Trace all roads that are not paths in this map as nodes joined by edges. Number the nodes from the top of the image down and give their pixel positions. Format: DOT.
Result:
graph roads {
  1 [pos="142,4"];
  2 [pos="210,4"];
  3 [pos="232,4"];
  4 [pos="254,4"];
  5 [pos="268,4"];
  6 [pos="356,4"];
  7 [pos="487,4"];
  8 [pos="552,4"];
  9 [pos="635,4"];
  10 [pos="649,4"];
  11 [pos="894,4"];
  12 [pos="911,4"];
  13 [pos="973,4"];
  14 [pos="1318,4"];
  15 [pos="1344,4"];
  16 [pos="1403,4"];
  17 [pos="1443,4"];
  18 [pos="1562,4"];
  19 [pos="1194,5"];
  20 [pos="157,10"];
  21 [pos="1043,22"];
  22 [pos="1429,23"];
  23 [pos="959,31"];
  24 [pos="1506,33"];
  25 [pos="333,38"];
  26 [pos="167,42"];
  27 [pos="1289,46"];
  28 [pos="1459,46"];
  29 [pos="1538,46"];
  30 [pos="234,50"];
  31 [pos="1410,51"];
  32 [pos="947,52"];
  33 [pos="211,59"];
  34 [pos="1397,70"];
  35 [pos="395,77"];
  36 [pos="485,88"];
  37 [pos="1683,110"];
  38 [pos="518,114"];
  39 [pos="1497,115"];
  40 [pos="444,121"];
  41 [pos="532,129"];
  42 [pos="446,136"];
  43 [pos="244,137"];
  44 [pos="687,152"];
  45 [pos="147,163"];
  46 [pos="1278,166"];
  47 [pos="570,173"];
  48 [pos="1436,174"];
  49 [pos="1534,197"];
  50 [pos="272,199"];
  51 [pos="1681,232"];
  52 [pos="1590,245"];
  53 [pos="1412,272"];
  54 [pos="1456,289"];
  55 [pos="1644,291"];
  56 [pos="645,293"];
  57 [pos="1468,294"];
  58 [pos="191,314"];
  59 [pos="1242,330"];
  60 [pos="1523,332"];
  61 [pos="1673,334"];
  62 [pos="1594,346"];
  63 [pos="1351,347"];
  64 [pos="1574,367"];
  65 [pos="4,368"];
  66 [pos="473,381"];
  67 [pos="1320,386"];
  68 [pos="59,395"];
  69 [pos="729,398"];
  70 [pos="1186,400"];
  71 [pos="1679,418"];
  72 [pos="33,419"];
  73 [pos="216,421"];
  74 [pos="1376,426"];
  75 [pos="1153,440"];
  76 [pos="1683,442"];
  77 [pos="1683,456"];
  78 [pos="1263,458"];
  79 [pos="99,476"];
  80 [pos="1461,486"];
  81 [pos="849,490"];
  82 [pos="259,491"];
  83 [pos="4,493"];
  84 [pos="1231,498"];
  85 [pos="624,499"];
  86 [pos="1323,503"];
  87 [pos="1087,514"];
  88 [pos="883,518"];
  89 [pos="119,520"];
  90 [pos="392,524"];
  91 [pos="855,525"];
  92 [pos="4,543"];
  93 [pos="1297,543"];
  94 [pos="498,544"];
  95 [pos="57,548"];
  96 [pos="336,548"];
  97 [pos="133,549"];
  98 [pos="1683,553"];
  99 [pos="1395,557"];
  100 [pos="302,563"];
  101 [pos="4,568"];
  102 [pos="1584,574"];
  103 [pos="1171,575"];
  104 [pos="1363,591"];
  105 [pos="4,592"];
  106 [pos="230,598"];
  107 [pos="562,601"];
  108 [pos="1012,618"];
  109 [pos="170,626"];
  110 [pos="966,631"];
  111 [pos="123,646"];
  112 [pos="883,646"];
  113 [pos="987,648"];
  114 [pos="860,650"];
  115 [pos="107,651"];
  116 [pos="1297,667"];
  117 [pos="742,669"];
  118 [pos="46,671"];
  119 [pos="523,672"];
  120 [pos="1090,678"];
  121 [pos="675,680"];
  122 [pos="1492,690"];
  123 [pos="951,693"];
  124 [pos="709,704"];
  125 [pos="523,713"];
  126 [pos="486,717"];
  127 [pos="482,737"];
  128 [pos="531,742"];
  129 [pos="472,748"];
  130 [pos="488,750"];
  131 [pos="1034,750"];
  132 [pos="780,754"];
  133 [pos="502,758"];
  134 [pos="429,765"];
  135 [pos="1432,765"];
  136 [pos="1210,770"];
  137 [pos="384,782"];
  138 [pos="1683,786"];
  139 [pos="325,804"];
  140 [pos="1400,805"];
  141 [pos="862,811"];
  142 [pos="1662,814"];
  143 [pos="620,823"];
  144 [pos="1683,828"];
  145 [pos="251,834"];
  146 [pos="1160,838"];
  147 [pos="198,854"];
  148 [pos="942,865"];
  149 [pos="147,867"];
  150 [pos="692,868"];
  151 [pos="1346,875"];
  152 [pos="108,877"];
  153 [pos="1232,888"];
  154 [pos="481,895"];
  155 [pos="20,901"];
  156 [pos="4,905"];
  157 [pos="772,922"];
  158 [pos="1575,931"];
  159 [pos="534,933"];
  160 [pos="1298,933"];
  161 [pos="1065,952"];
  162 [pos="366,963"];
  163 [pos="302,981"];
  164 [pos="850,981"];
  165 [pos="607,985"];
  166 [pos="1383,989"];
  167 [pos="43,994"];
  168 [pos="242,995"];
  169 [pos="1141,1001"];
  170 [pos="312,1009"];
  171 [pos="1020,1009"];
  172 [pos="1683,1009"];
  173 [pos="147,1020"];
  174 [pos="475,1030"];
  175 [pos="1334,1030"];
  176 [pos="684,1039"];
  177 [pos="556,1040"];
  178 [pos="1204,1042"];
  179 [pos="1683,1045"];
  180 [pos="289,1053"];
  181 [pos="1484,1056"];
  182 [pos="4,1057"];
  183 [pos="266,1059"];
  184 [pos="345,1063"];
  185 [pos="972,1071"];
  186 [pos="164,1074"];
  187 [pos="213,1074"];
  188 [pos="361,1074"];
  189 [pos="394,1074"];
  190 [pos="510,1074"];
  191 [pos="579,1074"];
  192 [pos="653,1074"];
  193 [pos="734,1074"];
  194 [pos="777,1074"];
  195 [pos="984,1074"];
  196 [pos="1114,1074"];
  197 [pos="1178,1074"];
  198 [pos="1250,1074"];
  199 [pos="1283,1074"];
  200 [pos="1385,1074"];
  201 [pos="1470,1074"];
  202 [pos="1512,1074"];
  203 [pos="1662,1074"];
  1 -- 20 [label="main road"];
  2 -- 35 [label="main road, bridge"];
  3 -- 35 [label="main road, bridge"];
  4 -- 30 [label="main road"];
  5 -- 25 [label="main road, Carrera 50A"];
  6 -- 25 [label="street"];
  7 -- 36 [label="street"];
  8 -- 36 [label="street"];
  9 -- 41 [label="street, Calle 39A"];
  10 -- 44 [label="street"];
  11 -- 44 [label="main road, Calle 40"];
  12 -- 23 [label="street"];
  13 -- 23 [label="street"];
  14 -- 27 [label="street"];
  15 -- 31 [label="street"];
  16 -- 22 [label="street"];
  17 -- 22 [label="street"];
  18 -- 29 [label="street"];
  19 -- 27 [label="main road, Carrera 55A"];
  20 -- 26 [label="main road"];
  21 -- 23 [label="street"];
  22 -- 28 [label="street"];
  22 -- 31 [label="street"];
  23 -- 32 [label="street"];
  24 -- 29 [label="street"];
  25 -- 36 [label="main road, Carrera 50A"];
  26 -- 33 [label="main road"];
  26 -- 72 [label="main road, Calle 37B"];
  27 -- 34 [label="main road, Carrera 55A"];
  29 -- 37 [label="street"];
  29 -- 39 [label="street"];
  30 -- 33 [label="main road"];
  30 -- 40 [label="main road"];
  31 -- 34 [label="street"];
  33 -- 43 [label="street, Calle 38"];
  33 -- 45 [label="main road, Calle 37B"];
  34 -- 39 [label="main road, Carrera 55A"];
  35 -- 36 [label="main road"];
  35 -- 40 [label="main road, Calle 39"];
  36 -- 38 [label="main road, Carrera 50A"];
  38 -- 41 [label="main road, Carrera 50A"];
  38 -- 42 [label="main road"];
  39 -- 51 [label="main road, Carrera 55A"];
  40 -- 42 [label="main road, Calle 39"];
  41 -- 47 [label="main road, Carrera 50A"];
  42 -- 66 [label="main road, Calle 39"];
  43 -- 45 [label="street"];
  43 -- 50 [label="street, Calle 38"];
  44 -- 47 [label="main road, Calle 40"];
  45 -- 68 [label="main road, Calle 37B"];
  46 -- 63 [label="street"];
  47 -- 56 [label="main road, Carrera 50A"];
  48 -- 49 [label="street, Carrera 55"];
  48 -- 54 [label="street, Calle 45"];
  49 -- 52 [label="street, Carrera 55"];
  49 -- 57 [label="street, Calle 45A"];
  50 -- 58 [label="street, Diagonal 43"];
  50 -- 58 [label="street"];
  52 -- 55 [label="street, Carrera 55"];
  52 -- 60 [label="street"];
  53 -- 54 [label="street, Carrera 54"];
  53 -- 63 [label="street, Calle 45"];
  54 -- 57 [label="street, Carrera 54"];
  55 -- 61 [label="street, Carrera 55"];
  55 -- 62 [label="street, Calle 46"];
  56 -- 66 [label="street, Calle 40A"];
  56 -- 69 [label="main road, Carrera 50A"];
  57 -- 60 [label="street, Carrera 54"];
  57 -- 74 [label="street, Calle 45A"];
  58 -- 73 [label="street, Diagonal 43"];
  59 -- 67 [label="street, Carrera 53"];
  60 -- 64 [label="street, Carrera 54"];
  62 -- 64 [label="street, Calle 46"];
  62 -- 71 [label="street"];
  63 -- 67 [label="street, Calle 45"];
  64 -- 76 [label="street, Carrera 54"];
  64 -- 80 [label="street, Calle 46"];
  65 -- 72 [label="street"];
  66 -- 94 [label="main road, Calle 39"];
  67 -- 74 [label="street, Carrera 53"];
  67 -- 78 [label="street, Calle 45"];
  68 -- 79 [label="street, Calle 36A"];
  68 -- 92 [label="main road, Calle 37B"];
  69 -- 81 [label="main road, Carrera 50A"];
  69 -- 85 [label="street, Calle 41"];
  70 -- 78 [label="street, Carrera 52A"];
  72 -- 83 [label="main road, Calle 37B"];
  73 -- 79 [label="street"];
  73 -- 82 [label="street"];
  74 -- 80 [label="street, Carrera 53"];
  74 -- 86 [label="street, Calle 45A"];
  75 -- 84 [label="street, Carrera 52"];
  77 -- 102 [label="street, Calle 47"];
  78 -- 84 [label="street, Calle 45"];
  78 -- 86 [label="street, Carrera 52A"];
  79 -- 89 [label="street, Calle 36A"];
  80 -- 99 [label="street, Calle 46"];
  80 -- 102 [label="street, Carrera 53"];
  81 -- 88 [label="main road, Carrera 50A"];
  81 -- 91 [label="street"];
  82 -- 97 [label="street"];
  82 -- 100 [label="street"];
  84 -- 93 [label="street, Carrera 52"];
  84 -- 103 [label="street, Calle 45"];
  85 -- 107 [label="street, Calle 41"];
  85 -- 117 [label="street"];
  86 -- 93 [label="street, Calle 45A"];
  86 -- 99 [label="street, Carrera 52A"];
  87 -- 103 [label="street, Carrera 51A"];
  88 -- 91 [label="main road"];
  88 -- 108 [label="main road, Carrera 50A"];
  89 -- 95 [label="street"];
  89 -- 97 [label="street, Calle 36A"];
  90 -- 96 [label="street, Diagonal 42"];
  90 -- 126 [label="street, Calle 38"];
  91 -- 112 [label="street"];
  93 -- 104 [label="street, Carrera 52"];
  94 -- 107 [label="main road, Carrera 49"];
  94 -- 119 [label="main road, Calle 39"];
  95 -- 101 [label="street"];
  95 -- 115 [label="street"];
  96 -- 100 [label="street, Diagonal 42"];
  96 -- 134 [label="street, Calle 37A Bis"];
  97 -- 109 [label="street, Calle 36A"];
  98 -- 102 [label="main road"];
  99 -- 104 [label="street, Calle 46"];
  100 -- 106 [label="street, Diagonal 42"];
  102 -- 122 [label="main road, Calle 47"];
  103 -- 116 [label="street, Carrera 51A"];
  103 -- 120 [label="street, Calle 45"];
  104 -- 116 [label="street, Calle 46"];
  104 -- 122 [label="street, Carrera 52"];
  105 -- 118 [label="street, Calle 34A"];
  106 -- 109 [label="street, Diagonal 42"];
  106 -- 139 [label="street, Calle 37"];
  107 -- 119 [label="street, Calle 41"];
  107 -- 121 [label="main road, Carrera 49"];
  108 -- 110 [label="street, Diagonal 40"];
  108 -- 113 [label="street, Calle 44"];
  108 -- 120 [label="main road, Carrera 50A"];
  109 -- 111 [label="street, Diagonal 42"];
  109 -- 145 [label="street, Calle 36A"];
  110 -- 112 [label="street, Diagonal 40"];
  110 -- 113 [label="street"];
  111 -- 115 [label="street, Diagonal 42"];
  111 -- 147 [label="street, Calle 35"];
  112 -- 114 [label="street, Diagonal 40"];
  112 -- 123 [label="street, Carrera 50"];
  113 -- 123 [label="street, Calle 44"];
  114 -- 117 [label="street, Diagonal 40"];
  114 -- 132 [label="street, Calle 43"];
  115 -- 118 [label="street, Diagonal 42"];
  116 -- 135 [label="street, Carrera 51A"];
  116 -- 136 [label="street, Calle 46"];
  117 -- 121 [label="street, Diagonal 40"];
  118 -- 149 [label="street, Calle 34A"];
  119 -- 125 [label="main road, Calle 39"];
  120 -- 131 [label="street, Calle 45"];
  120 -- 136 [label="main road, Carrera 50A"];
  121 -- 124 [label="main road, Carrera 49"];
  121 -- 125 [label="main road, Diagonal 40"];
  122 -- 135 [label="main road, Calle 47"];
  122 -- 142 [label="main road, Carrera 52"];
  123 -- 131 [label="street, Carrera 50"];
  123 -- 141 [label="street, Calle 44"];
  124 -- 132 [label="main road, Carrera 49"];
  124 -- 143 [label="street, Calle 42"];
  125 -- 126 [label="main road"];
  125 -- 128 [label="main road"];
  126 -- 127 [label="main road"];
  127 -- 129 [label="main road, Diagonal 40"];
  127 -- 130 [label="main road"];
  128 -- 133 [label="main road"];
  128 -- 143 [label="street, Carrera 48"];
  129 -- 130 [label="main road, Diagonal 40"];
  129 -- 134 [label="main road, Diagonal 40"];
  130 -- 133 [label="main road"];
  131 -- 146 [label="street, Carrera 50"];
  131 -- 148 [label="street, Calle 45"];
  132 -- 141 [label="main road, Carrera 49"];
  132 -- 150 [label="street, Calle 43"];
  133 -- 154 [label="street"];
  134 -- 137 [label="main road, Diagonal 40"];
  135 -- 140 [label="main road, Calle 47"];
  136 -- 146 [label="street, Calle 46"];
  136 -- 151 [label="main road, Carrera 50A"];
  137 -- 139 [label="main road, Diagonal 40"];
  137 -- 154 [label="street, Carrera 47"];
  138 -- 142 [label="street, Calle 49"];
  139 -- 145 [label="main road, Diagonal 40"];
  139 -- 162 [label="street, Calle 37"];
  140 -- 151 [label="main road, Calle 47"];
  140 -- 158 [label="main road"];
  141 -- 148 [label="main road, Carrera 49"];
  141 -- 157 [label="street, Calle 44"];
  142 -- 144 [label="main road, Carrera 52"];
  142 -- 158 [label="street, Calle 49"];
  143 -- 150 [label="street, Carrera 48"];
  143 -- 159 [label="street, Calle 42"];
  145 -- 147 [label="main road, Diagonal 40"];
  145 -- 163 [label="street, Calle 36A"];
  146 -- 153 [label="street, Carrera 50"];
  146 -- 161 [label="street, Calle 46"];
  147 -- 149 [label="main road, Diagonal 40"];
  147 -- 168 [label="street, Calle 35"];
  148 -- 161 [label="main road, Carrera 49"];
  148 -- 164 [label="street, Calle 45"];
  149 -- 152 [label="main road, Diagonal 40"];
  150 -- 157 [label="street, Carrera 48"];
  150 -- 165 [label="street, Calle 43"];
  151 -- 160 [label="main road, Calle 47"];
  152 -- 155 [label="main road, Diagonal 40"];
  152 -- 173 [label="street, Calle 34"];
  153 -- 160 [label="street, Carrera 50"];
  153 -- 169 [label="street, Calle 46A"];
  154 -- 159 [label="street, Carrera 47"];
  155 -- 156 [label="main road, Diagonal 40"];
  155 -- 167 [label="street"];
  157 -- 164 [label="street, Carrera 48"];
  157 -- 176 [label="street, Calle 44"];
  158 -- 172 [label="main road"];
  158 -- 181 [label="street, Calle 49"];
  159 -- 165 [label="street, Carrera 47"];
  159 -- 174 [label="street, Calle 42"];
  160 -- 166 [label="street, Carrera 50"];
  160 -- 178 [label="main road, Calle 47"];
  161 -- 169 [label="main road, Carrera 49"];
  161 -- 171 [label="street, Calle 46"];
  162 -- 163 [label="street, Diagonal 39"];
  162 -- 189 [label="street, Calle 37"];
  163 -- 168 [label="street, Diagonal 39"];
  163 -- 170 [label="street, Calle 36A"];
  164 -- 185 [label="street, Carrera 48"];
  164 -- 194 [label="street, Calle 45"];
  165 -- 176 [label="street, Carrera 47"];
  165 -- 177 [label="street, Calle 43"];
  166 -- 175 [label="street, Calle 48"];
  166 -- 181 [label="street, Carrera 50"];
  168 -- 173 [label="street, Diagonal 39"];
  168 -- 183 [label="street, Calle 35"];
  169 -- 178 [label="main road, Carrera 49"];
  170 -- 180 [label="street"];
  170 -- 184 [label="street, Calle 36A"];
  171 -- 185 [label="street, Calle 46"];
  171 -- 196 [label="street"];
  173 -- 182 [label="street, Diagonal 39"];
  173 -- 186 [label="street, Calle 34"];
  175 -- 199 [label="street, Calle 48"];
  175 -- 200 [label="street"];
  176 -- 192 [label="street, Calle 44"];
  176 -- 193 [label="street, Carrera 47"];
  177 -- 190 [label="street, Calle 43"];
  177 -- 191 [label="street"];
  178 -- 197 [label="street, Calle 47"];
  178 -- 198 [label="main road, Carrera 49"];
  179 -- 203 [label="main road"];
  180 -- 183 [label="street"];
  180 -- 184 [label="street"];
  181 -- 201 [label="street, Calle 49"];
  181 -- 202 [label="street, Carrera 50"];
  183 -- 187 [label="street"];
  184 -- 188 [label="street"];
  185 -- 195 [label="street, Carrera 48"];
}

WHAT IS BEING ASKED: Look over the material above and show each line where "bridge" appears.

TASK RESPONSE:
  2 -- 35 [label="main road, bridge"];
  3 -- 35 [label="main road, bridge"];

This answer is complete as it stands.